Under proposals mooted by the government (and let’s not forget that they were no more than that – proposals), a radical shake-up of pensions was due to be unveiled in the Budget later this month. A raft of measures were under consideration but the one grabbing the headlines focused on a change to tax relief on pensions contributions.
Britain’s unwieldy pensions system has long been the subject of much debate, not least from successive governments, all of whom have pledged to ‘simplify’ and ‘streamline’. None have succeeded, despite millions spent on consultations, focus groups and industry panels. This time it looked like George Osborne might buck the trend and make a real change.
So, what was he planning to do? Let’s look at the current system first. At the moment, employees make pension contributions from their pre-tax income – so higher earners in effect receive tax relief worth 40 per cent or 45 per cent, but basic rate taxpayers just 20 per cent. One option under consideration had been to replace this tiered system with a flat rate of pension tax relief (25p or maybe 33p), which could have benefited basic rate taxpayers, but penalised higher earners.
Then there was the more contentious pensions Isa proposal.
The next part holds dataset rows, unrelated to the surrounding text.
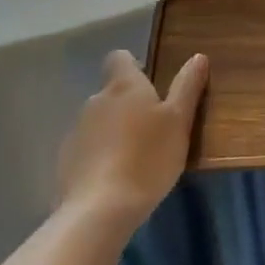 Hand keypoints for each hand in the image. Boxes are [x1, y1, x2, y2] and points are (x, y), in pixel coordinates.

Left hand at [56, 51, 207, 227]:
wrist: (101, 208)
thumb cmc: (148, 158)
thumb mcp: (179, 122)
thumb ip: (187, 87)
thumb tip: (198, 56)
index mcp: (124, 86)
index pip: (120, 57)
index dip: (134, 66)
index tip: (152, 85)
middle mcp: (96, 100)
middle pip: (112, 92)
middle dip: (129, 104)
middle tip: (154, 129)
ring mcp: (77, 130)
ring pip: (99, 121)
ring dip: (114, 131)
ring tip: (136, 158)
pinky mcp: (66, 159)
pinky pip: (87, 148)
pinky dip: (100, 155)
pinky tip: (115, 178) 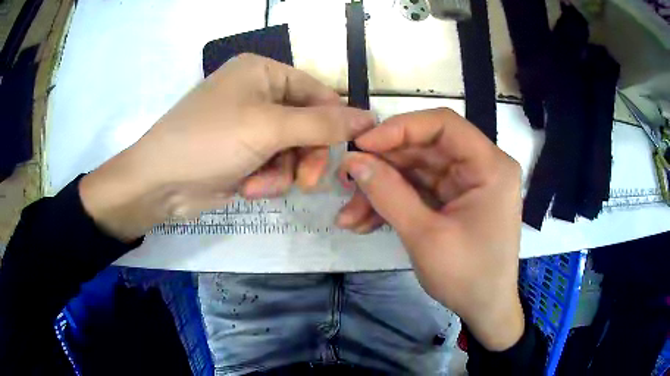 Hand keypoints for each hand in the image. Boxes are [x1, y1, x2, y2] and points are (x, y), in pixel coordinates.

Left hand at [80, 54, 373, 240]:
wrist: (159, 184)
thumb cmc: (210, 140)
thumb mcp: (269, 127)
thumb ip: (323, 124)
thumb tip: (370, 118)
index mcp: (263, 72)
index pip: (318, 92)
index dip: (336, 120)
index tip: (353, 149)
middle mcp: (257, 94)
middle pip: (306, 124)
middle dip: (306, 155)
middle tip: (308, 181)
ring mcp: (249, 126)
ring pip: (291, 150)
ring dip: (282, 172)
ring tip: (260, 184)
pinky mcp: (243, 154)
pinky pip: (273, 165)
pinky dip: (266, 180)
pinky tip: (248, 187)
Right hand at [339, 108, 523, 350]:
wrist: (485, 310)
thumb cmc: (467, 277)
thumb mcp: (425, 236)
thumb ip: (388, 194)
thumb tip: (352, 161)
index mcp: (490, 166)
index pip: (443, 125)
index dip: (400, 128)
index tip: (362, 144)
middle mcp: (480, 167)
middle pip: (424, 148)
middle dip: (382, 166)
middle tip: (345, 180)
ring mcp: (465, 184)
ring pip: (415, 172)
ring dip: (381, 191)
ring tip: (349, 215)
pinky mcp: (452, 201)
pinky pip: (418, 192)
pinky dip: (392, 205)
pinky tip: (364, 222) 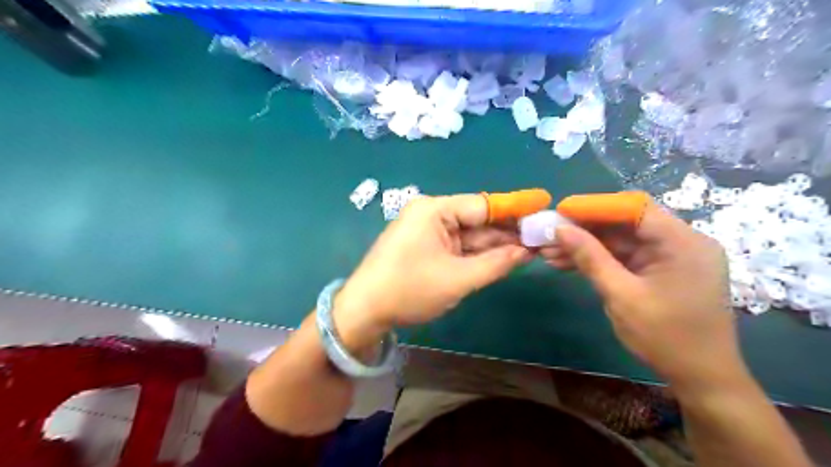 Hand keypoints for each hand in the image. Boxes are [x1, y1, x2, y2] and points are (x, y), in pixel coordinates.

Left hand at [333, 193, 527, 349]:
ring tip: (529, 252)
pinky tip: (501, 259)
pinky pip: (456, 246)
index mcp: (434, 210)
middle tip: (540, 240)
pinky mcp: (424, 246)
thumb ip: (495, 264)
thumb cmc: (409, 290)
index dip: (514, 209)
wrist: (364, 310)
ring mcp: (426, 230)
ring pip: (468, 235)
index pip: (483, 205)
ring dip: (494, 246)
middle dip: (506, 233)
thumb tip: (527, 252)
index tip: (543, 209)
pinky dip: (476, 255)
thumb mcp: (457, 279)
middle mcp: (430, 213)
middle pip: (477, 220)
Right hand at [542, 200, 743, 393]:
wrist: (701, 377)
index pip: (634, 207)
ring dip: (586, 245)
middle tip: (550, 234)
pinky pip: (626, 256)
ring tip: (550, 252)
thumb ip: (590, 258)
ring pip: (621, 240)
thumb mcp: (621, 295)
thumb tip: (560, 230)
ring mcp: (671, 255)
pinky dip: (599, 259)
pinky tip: (568, 263)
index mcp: (682, 242)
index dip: (594, 206)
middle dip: (585, 228)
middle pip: (625, 222)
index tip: (560, 211)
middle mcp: (681, 241)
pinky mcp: (661, 269)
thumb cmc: (665, 337) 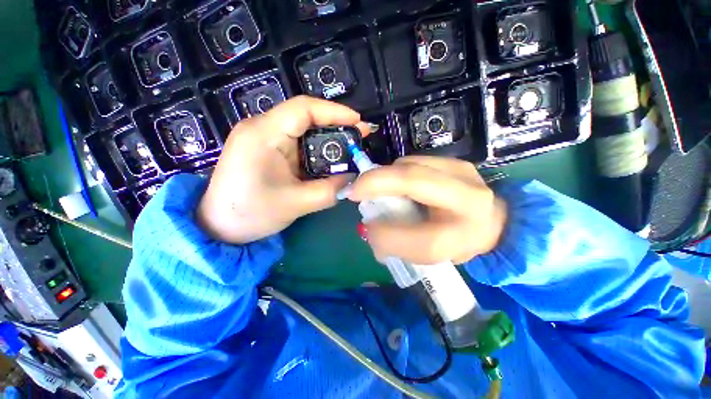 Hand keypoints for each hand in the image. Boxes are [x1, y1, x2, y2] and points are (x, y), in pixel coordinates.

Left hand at [197, 96, 365, 243]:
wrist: (218, 227)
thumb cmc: (251, 214)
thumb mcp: (296, 204)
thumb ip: (329, 191)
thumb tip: (353, 180)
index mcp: (263, 134)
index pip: (303, 108)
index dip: (335, 112)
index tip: (358, 121)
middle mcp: (262, 128)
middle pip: (305, 116)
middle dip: (336, 125)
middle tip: (359, 136)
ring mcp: (263, 138)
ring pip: (303, 130)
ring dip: (327, 138)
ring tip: (350, 148)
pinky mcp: (267, 150)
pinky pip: (297, 143)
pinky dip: (317, 149)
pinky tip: (330, 159)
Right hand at [348, 156, 506, 264]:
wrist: (489, 221)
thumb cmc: (455, 242)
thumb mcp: (427, 255)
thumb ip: (395, 246)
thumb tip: (369, 227)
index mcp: (469, 235)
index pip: (427, 240)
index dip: (388, 233)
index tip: (365, 225)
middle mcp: (471, 198)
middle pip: (415, 180)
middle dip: (376, 182)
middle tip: (355, 190)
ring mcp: (463, 172)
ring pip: (410, 165)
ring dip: (386, 176)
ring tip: (378, 189)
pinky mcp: (454, 161)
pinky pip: (413, 161)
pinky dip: (396, 171)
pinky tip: (396, 183)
This would have removed upfront tax relief on all contributions in exchange for a pension pot entirely free of tax on retirement. Wealthy savers were even more unhappy about this. It would have cost higher rate taxpayers billions of pounds collectively.
As late as Friday morning, George Osborne looked set to stick to his guns and implement the biggest pensions overhaul in a generation. The liberal press were all for it and he even had a Thatcherite think tank on board. But he did not have the support of big business and, more crucially, members of his own government.
At at time when the Tory party is riven by divisions over Europe, the top brass cannot afford any more high profile rows. And so comments by pensions minister Ros Altmann to the Financial Times were the final nail in the coffin of pensions reform.
Lady Altmann said she feared making pensions tax-free would increase the risk that people retiring would blow their whole pension pot. ‘The freedom and choice reforms have put us in a place where people’s pensions can work well for them. However, tax is a natural brake on them spending their pension fund too soon.’
There we have it. No radical pensions changes and no big announcement for Osborne in his March Budget. Nevertheless, I doubt we’ve heard the last of this. The government spends £50 billion a year on pensions tax relief. The desire to tinker with the system and reduce this bill will be hard to resist.